TO DO:
Retype the records exactly.

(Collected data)
■ ■ ■ ■ ■ ■ ■

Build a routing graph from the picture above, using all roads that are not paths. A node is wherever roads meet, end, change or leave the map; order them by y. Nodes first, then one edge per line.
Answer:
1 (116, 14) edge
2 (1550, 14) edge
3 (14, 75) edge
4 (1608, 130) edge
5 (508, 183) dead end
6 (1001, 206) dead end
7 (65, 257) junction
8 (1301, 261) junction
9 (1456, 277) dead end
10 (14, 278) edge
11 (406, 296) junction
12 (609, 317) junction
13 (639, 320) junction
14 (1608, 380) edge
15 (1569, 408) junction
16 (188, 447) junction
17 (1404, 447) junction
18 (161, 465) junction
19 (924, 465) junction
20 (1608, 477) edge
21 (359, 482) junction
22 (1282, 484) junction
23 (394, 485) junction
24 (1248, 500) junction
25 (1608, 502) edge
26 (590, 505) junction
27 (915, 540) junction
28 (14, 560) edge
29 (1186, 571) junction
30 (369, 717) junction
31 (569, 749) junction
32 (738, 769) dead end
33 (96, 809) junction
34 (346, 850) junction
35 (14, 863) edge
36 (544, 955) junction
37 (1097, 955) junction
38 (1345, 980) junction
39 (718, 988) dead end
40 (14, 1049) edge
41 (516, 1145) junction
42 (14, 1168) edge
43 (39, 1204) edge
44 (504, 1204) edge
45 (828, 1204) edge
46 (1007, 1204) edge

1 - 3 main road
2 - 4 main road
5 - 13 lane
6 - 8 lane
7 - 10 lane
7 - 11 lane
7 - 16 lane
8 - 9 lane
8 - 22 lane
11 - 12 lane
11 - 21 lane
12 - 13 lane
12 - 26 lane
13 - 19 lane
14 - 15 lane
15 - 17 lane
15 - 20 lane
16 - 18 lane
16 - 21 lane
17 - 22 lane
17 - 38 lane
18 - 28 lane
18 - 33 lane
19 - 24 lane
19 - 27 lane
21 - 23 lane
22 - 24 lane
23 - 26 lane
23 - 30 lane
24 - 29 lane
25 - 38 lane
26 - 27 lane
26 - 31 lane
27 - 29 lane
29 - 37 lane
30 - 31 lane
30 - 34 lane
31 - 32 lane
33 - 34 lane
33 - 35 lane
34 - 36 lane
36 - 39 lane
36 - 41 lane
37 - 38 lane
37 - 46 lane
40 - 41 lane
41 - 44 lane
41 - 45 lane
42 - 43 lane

■ ■ ■ ■ ■ ■ ■

WRITTEN ANSWER:
Build a routing graph from the picture above, using all roads that are not paths. A node is wherever roads meet, end, change or leave the map; order them by y. Nodes first, then one edge per line.
Answer:
1 (116, 14) edge
2 (1550, 14) edge
3 (14, 75) edge
4 (1608, 130) edge
5 (508, 183) dead end
6 (1001, 206) dead end
7 (65, 257) junction
8 (1301, 261) junction
9 (1456, 277) dead end
10 (14, 278) edge
11 (406, 296) junction
12 (609, 317) junction
13 (639, 320) junction
14 (1608, 380) edge
15 (1569, 408) junction
16 (188, 447) junction
17 (1404, 447) junction
18 (161, 465) junction
19 (924, 465) junction
20 (1608, 477) edge
21 (359, 482) junction
22 (1282, 484) junction
23 (394, 485) junction
24 (1248, 500) junction
25 (1608, 502) edge
26 (590, 505) junction
27 (915, 540) junction
28 (14, 560) edge
29 (1186, 571) junction
30 (369, 717) junction
31 (569, 749) junction
32 (738, 769) dead end
33 (96, 809) junction
34 (346, 850) junction
35 (14, 863) edge
36 (544, 955) junction
37 (1097, 955) junction
38 (1345, 980) junction
39 (718, 988) dead end
40 (14, 1049) edge
41 (516, 1145) junction
42 (14, 1168) edge
43 (39, 1204) edge
44 (504, 1204) edge
45 (828, 1204) edge
46 (1007, 1204) edge

1 - 3 main road
2 - 4 main road
5 - 13 lane
6 - 8 lane
7 - 10 lane
7 - 11 lane
7 - 16 lane
8 - 9 lane
8 - 22 lane
11 - 12 lane
11 - 21 lane
12 - 13 lane
12 - 26 lane
13 - 19 lane
14 - 15 lane
15 - 17 lane
15 - 20 lane
16 - 18 lane
16 - 21 lane
17 - 22 lane
17 - 38 lane
18 - 28 lane
18 - 33 lane
19 - 24 lane
19 - 27 lane
21 - 23 lane
22 - 24 lane
23 - 26 lane
23 - 30 lane
24 - 29 lane
25 - 38 lane
26 - 27 lane
26 - 31 lane
27 - 29 lane
29 - 37 lane
30 - 31 lane
30 - 34 lane
31 - 32 lane
33 - 34 lane
33 - 35 lane
34 - 36 lane
36 - 39 lane
36 - 41 lane
37 - 38 lane
37 - 46 lane
40 - 41 lane
41 - 44 lane
41 - 45 lane
42 - 43 lane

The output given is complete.